위의 그림에서 알 수 있는 것은 Input은 3개의 단어로 되어있고, Output은 4개의 단어로 되어있다.

→ Input와 Output은 서로 갯수, 도메인이 다를 수 있다. 단, 모델은 1개이다.

동일한 구조를 갖지만, 네트워크 파라미터가 다르게 학습되는 encoder와 decoder가 6개씩 stack 되어있다.

 

Encoder

Encoder를 보면, N개의 단어가 한번에 들어간다.

1개의 Encoder는 Self-Attention과 Feed Forward Neural Network를 거친다.

이를 거친 출력값이 2번째 Encoder로, 또 3번째 Encoder로 stack이 되게 된다.

* Self-Attention : Transformer가 왜 잘되게 되었는지 나타낸다. 

1개의 Encoder 구조

 

3개의 단어마다 기계가 번역할 수 있도록 특정 숫자의 벡터로 표현한다. 즉 3개의 벡터가 된다.

 

Self-Attention은 하나의 벡터가 z1으로 갈때, 단순히 x1의 정보만 활용하는 것이 아니라 x2, x3의 정보도 같이 활용한다. 

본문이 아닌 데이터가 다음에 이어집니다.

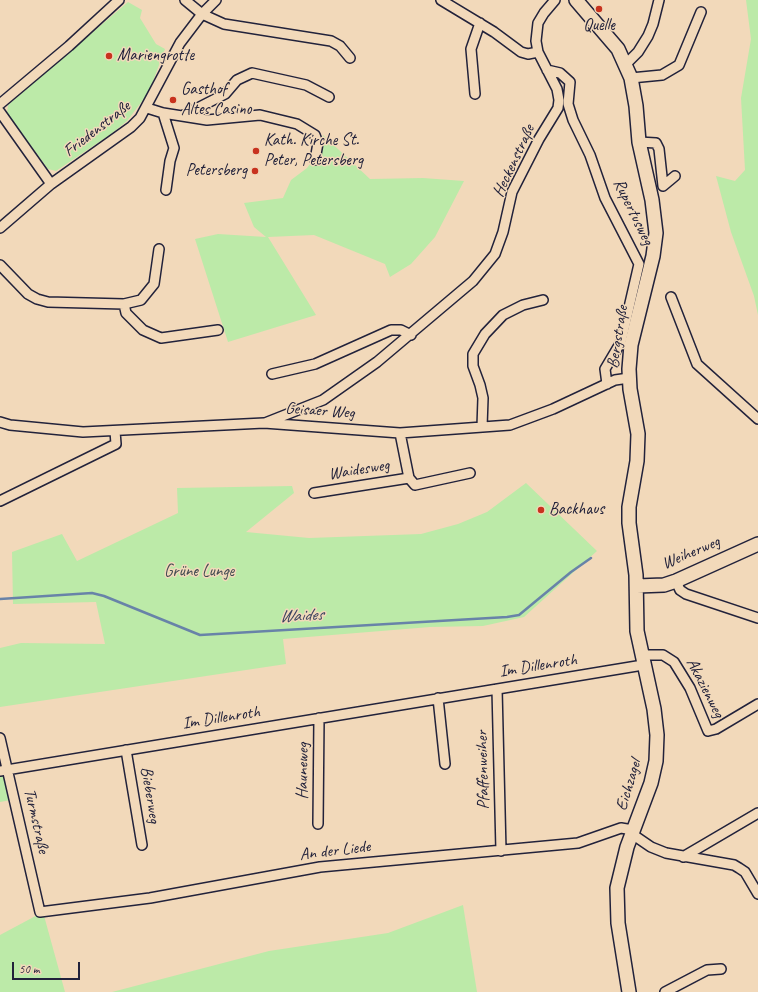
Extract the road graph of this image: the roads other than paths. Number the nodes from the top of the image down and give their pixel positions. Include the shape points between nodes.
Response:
1 (119, 0) edge
2 (185, 0) edge
3 (216, 0) edge
4 (441, 0) edge
5 (555, 0) edge
6 (576, 0) edge
7 (659, 0) edge
8 (701, 12) dead end
9 (202, 14) junction
10 (480, 23) junction
11 (538, 52) junction
12 (350, 58) dead end
13 (626, 64) junction
14 (547, 70) junction
15 (631, 78) junction
16 (475, 94) dead end
17 (329, 97) dead end
18 (0, 104) edge
19 (147, 108) junction
20 (0, 112) edge
21 (163, 113) junction
22 (184, 116) junction
23 (639, 142) junction
24 (314, 160) dead end
25 (675, 176) dead end
26 (51, 184) junction
27 (166, 190) dead end
28 (0, 228) edge
29 (159, 249) dead end
30 (0, 265) edge
31 (671, 297) dead end
32 (543, 300) dead end
33 (124, 304) junction
34 (218, 330) dead end
35 (411, 335) junction
36 (272, 374) dead end
37 (629, 378) junction
38 (607, 384) junction
39 (758, 420) edge
40 (0, 422) edge
41 (264, 423) junction
42 (482, 427) junction
43 (116, 431) junction
44 (400, 433) junction
45 (470, 473) dead end
46 (409, 478) junction
47 (314, 493) dead end
48 (0, 501) edge
49 (758, 544) edge
50 (676, 581) junction
51 (637, 586) junction
52 (758, 618) edge
53 (642, 660) junction
54 (497, 689) junction
55 (438, 698) junction
56 (758, 704) edge
57 (319, 718) junction
58 (0, 738) edge
59 (126, 750) junction
60 (446, 764) dead end
61 (4, 770) edge
62 (758, 813) edge
63 (318, 824) dead end
64 (633, 832) junction
65 (142, 845) dead end
66 (501, 851) junction
67 (683, 857) junction
68 (758, 894) edge
69 (40, 912) joint
70 (721, 969) dead end
71 (629, 992) edge
72 (665, 992) edge

1 - 18 street
2 - 9 street
3 - 9 street, Friedenstraße
4 - 10 street
5 - 11 street, Heckenstraße via 538,23
6 - 13 main road, Bergstraße via 618,49
7 - 13 street via 648,36 638,52
8 - 15 street via 679,65 662,75
9 - 12 street via 224,24 331,41 340,46
9 - 19 street, Friedenstraße via 180,43
10 - 11 street via 521,52
10 - 16 street via 471,49
11 - 14 street, Heckenstraße
13 - 15 main road, Bergstraße
14 - 35 street, Heckenstraße via 558,94 558,108 512,192 495,254 473,281
14 - 38 street, Rupertusweg via 560,73 570,82 568,104 573,120 590,155 605,198 639,264 621,342 605,369
15 - 23 main road, Bergstraße
17 - 22 street via 306,85 252,73 237,80 225,94
19 - 21 street
19 - 26 street, Friedenstraße via 131,127
20 - 26 street
21 - 22 street
21 - 27 street via 174,148
22 - 24 street via 207,120 260,116 296,124 315,136 318,143
23 - 25 street via 656,143 660,149 663,186
23 - 37 main road, Bergstraße via 652,200 656,233 653,256 631,346
26 - 28 street, Friedenstraße
29 - 33 street via 154,284 141,300
30 - 33 street via 28,294 48,302
31 - 39 street via 700,368
32 - 42 street via 523,304 503,315 485,334 473,354 473,366 483,398
33 - 34 street via 126,313 142,330 162,338
35 - 36 street via 401,330 391,330 315,364
35 - 41 street, Heckenstraße via 323,400
37 - 38 street, Geisaer Weg
37 - 51 main road, Bergstraße via 638,434 637,461 629,507
38 - 42 street, Geisaer Weg via 553,409 510,425
40 - 43 street, Geisaer Weg via 83,432
41 - 43 street, Geisaer Weg
41 - 44 street, Geisaer Weg
42 - 44 street, Geisaer Weg
43 - 48 street via 116,444
44 - 46 street, Waidesweg
45 - 46 street, Waidesweg via 415,485
46 - 47 street, Waidesweg
49 - 50 main road, Weiherweg
50 - 51 main road, Weiherweg via 664,585
50 - 52 street via 680,590 686,594
51 - 53 main road, Eichzagel via 637,630
53 - 54 street, Im Dillenroth
53 - 56 street, Akazienweg via 663,655 674,662 690,688 708,731 716,729
53 - 64 main road, Eichzagel via 654,709 657,744 651,783
54 - 55 street, Im Dillenroth
54 - 66 street, Pfaffenweiher
55 - 57 street, Im Dillenroth
55 - 60 street
57 - 59 street, Im Dillenroth
57 - 63 street, Hauneweg
58 - 61 street, Turmstraße
59 - 61 street, Im Dillenroth
59 - 65 street, Bieberweg
61 - 69 street, Turmstraße
62 - 67 street
64 - 66 street, An der Liede via 622,828 578,843
64 - 67 street via 658,850
64 - 71 main road, Eichzagel via 620,867 616,897
66 - 69 street, An der Liede via 320,867 150,898
67 - 68 street via 734,865 745,872
70 - 72 street via 707,970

그래서 Self-Attention은 dependency가 있다. 

Feed-Forward는 dependency가 없다. 

 

 

* 조금 더 단순하게 생각해보기 위해 2개의 단어 Thinking, Machines만 주어졌다고 해보자.

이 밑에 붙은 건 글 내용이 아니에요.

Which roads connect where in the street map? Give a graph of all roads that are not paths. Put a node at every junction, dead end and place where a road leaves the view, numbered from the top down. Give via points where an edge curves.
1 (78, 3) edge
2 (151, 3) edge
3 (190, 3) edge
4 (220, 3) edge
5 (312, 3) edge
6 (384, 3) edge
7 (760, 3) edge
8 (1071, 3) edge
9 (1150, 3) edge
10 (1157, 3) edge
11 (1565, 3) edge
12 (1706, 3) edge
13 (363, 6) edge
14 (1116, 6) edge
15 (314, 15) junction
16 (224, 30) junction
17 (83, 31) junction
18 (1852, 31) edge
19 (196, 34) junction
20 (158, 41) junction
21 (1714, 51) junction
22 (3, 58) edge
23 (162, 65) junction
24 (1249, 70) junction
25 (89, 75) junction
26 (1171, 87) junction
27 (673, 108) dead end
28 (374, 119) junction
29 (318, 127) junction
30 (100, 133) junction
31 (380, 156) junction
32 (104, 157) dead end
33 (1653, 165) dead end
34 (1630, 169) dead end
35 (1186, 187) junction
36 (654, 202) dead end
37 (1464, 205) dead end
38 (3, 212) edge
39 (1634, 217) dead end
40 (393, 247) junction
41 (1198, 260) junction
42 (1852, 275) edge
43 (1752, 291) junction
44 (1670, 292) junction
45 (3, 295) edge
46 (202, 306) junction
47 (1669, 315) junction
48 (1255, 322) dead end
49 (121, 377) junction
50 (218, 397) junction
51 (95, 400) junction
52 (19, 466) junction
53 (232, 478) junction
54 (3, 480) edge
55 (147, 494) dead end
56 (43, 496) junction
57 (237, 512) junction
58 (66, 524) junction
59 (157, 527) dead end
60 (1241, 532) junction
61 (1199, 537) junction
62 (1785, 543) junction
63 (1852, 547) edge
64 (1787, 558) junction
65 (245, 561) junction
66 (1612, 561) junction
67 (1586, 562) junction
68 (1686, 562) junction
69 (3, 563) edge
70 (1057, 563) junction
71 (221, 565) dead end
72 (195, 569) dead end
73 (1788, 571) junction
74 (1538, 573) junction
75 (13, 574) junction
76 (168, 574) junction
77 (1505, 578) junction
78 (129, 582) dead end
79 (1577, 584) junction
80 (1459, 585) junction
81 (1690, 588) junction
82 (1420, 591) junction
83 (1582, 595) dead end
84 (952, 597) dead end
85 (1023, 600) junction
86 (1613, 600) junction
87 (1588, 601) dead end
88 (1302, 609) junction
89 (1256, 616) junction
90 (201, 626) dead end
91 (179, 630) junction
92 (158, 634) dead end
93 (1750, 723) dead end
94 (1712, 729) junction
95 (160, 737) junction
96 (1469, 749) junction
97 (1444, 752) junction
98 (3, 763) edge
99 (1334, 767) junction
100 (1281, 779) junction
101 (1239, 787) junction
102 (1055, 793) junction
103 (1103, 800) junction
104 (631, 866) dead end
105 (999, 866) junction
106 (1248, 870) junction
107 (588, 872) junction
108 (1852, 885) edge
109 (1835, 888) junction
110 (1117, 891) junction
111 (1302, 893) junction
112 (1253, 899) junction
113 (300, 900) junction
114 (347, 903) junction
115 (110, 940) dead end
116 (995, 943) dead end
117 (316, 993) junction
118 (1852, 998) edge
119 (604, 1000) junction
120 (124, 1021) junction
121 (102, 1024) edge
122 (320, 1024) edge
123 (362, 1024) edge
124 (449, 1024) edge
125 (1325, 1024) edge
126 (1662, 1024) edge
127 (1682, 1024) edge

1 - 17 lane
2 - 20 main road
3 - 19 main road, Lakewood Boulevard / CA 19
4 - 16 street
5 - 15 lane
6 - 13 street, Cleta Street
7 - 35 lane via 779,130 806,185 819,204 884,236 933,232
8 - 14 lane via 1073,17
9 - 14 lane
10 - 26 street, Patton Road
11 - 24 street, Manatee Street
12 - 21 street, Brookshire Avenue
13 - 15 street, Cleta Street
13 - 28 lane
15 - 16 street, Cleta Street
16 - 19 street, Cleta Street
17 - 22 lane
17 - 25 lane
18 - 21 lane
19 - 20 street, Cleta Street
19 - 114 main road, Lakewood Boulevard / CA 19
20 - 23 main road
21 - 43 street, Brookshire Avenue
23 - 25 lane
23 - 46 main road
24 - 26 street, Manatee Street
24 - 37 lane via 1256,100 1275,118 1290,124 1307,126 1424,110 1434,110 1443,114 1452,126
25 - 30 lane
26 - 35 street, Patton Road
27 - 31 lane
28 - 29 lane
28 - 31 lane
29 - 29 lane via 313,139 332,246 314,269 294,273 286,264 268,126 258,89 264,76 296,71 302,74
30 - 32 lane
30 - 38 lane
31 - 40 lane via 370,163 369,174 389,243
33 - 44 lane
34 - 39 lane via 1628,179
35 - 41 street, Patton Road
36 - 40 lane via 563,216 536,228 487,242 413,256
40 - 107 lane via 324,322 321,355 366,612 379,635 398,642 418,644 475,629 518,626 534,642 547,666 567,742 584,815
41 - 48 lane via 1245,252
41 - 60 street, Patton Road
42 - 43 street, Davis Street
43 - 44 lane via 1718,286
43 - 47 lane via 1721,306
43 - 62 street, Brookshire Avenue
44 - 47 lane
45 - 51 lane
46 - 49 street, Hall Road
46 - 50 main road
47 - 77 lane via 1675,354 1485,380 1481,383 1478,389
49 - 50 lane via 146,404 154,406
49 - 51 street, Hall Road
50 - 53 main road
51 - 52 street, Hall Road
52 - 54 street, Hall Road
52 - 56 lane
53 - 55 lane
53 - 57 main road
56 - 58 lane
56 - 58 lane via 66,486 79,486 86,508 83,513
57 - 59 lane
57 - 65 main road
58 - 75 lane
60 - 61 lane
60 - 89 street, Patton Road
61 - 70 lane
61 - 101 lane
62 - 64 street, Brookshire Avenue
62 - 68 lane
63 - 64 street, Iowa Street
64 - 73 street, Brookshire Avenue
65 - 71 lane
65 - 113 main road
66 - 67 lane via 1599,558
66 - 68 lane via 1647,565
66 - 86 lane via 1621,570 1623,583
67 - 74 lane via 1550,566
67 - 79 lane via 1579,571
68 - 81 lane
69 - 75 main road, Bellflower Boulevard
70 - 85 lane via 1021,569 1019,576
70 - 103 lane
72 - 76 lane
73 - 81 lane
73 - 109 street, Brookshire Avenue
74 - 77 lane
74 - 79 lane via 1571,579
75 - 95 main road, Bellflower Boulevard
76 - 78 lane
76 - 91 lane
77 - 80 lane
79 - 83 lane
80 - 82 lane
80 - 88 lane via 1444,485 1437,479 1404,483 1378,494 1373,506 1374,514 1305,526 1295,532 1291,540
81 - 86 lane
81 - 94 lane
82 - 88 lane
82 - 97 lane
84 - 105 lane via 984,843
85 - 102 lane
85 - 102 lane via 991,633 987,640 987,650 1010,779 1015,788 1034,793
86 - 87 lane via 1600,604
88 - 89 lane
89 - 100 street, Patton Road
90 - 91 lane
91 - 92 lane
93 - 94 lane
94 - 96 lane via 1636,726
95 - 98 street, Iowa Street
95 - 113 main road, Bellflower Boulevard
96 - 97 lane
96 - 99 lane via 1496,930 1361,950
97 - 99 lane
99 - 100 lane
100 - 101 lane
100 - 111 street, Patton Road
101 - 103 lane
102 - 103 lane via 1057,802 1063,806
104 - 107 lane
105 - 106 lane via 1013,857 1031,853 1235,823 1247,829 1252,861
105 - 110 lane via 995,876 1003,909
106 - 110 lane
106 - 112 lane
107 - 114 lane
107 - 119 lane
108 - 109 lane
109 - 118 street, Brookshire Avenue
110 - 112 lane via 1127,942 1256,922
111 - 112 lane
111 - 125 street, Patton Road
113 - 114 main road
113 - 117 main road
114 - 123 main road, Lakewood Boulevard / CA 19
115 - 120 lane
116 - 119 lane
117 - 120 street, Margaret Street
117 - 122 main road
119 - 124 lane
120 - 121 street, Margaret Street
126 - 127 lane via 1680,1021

cf) 'it' 이라는 단어는 문장 속에서 interaction을 보면 animal과 굉장히 관계성이 높다.

 

Self-Attention은 3가지 벡터(Query, Key, Value)를 만들어 낸다. 이는 단어마다 3개의 벡터를 만들어내고, 이를 통해서 x1에 대한 Embedding 벡터를 새로운 벡터로 바꿔준다.

* Score Vector : Query 벡터와 key 벡터(자기자신을 포함한 나머지 벡터)를 내적한다. ▶ Attention

   → 나머지 n개의 단어와 얼마나 유사도가 있는지 확인

* Divide by 8 : Score 벡터를 8로 나눠줘서 Normalize 해준다. 8은 key 벡터의 dimension(파라미터로 입력받음)의 제곱근

* Softmax : Normalize된 Score에 softmax를 취해줘서 각 단어마다의 연관성을 본다. ▶ Attention weights

* Softmax x Value / Sum : value 벡터들의 weights의 Sum을 구한다. 

- 주의점

  1) Query 벡터와 Key 벡터는 항상 차원이 같아야한다. → 내적을 위함

  2) 한 단어의 Encoding된 벡터의 차원은 Value 벡터의 차원과 동일하다.

 

* 행렬로 계산해보자.

* n개의 단어가 주어지면 nxn attention map을 만들어야한다. 그래서 길이가 길어길수록 이를 처리할 수 있는 한계가 있다. 그러나, RNN보다 훨씬 더 Flexible하고 많은 것을 표현할 수 있는 네트워크를 만들 수 있다.

 

- Multi-headed attention (MHA)

하나의 Encoding된 벡터에 대해 Query, Key, Value를 1개만 만드는 것이 아니라 여러개를 만드는 것.

n번의 attention을 반복하게 되면  n개의 encoding된 벡터를 만들 수 있다.

embedding된 차원과 encoding된 벡터가 차원이 같아야 한다. 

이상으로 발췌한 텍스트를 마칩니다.